Medical mistakes on the rise
Operations in which patients have the wrong body parts removed have risen 50% in the last three years, it was reported today.
Last year, at least 40 patients in the UK discovered they had been the victim of mistakes by surgeons.
Over the last three years, there have been eight operations where the wrong disc was removed, five where the wrong leg was amputated, four where the wrong hip was taken out, at least one case of the wrong testicle being removed and at least one case where a woman was given a hysterectomy in error, it was reported.
The figures, obtained under the Freedom of Information Act, also reflected 27 claims for "wrong site surgery" in 2003/04, rising to 35 the following financial year and 40 in the last financial year.

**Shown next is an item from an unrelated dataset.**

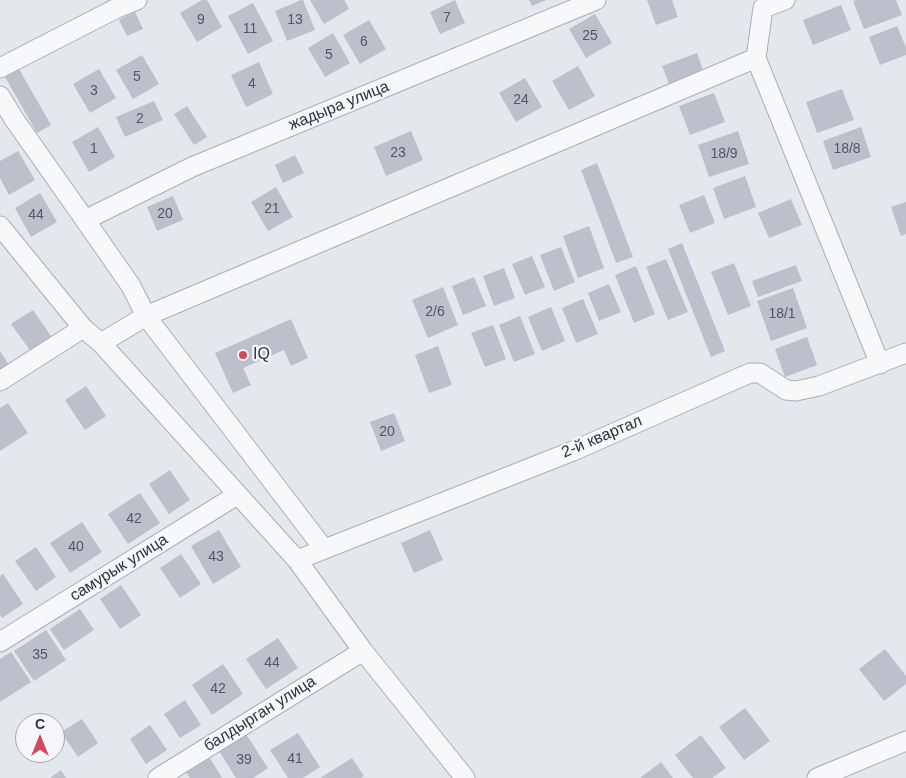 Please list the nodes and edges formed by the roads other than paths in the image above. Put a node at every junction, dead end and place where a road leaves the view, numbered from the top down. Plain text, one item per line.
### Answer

Compensation payouts for the victims totalled just over ?1 million for the financial year 2005/06, with the average cost per wrong operation being ?27,000, it was reported.
The Department of Health said the incidents relating to patient claims may have taken place years earlier.
Therefore the number of claims settled in one year did not necessarily reflect the number of incorrect operations carried out that year, it said.
It added that claims relating to legs may not all have been to do with amputations.
Still only a "tiny number" of medical mistakes made
A spokeswoman added: "Millions of surgical procedures are carried out safely and correctly every day in the NHS and only a tiny number of cases are ever performed incorrectly.
"But the Government is very clear - NHS patients who are injured as a result of clinical negligence should receive correct and full compensation.
"The Government is committed to improving patient safety and in 2001 set up the National Patient Safety Agency to monitor and analyse the pattern of patient safety incidents occurring across the country.
"As well as collecting this information, the Agency works with the NHS to help reduce the occurrence of preventable incidents."